Another of Hong Kong's temperamental summer visitors came and went. Tropical cyclone Soudelor skirted the South China Coast swiftly last week. Despite Signal No.3 being hoisted, this was not a particularly violent storm. Yes, there were a couple of squally thunderstorms, but those were all but over in a day. Instead of bringing lots of rain and destruction as most other typhoons do, this one served to make a welcome change to the weather, cooling off the stifling heat that had turned Hong Kong into a cauldron earlier in the week.

Before I played tennis Friday evening, my wife called to remind me to drink lots of water. What sound advice it turned out to be.
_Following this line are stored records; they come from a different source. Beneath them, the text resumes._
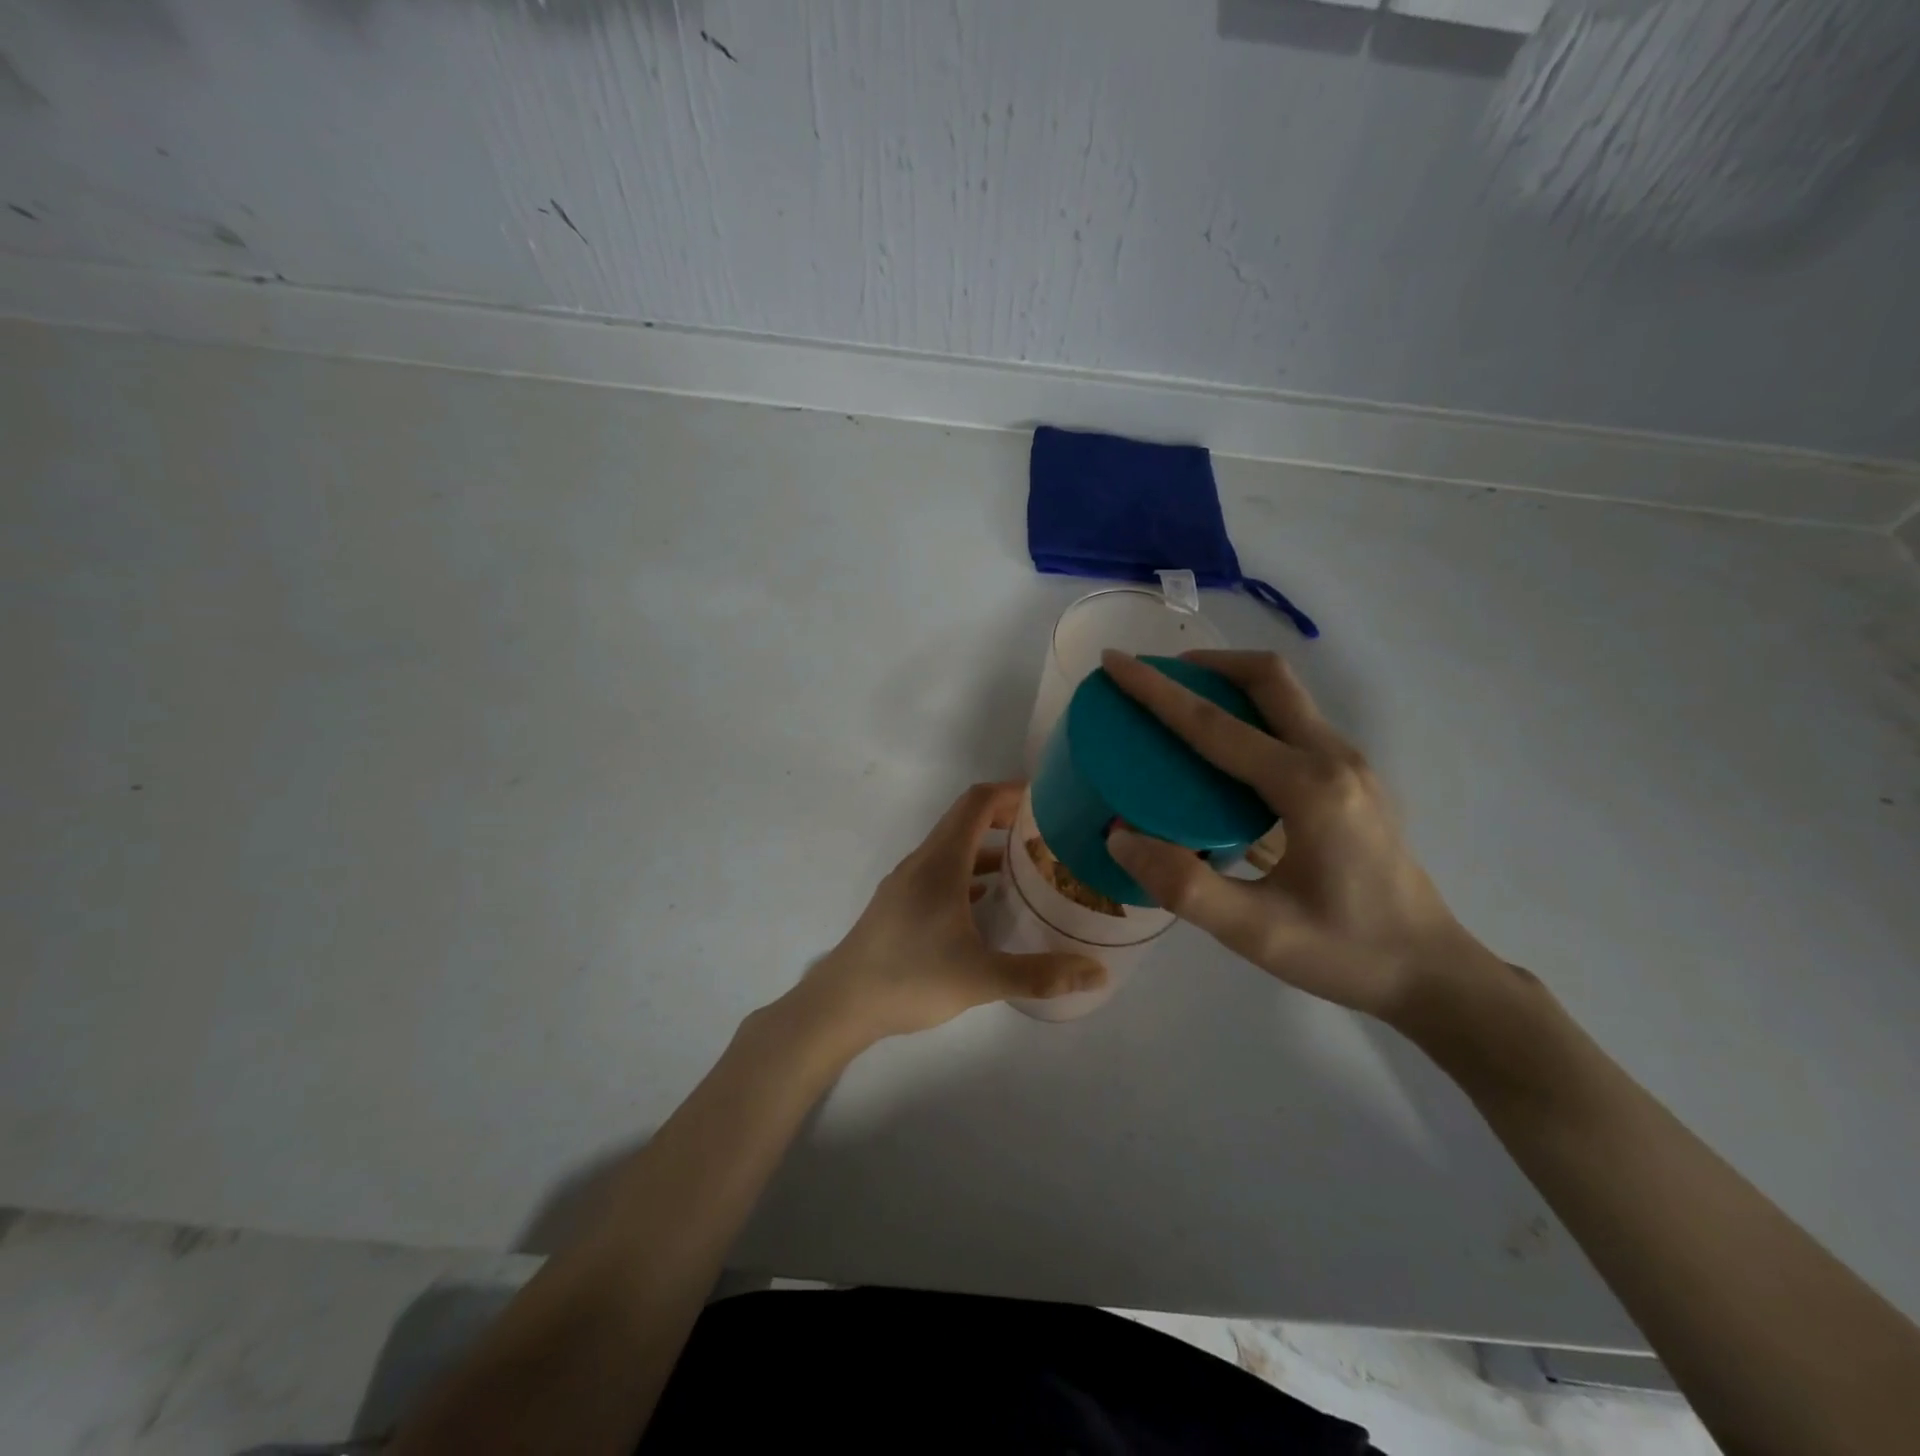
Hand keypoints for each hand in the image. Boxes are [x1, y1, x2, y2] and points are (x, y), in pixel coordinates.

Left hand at [793, 782, 1105, 1048]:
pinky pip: (942, 871)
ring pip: (954, 847)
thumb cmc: (909, 978)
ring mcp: (908, 882)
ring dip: (989, 846)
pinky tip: (991, 902)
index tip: (1049, 798)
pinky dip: (971, 872)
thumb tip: (1098, 973)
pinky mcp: (901, 903)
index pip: (977, 802)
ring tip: (1030, 865)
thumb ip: (1040, 974)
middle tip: (1050, 831)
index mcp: (941, 862)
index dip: (1012, 791)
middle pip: (966, 819)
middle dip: (1007, 816)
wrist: (840, 1004)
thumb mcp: (981, 978)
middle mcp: (923, 861)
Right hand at [1101, 649, 1491, 1024]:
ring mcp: (1352, 765)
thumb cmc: (1345, 953)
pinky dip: (1251, 713)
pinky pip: (1295, 722)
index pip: (1214, 725)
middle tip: (1155, 676)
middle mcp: (1334, 759)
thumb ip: (1184, 886)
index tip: (1114, 662)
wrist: (1432, 973)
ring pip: (1286, 695)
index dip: (1156, 691)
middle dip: (1206, 664)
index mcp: (1308, 788)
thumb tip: (1119, 838)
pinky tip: (1225, 754)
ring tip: (1182, 705)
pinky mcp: (1354, 779)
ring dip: (1230, 683)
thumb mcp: (1257, 933)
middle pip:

I was to learn from the news on the next day that a man collapsed and died while playing tennis that same evening. That was one of the two deaths caused by heat on Friday.

Over 150 deaths were caused by a different kind of heat in Xinjiang. The mass unrest prompted by a dispute between Uighur and Han Chinese workers in a Guangdong toy factory in June has led to 156 dead, thousands injured and 1,500 arrested. This and last year's riots in Lhasa brings into question the picture painted by China that the majority Han Chinese are getting along harmoniously with the ethnic minorities. To what extent such violence will intensify ethnic separatism or disrupt social stability remains to be seen, but the fact that President Hu Jintao cut short his visit to Italy for the G8 summit to return to China understates the perceived seriousness of the issue.

Is this really a happy, unified nation? Is China's policy towards minorities of official recognition, limited autonomy and unofficial control working? Has it always been in the minds of these minorities that those autonomous regions are by right their own land taken from them by force at some historical points of times? Ongoing developments in Tibet and Xinjiang may continue to throw light on these questions.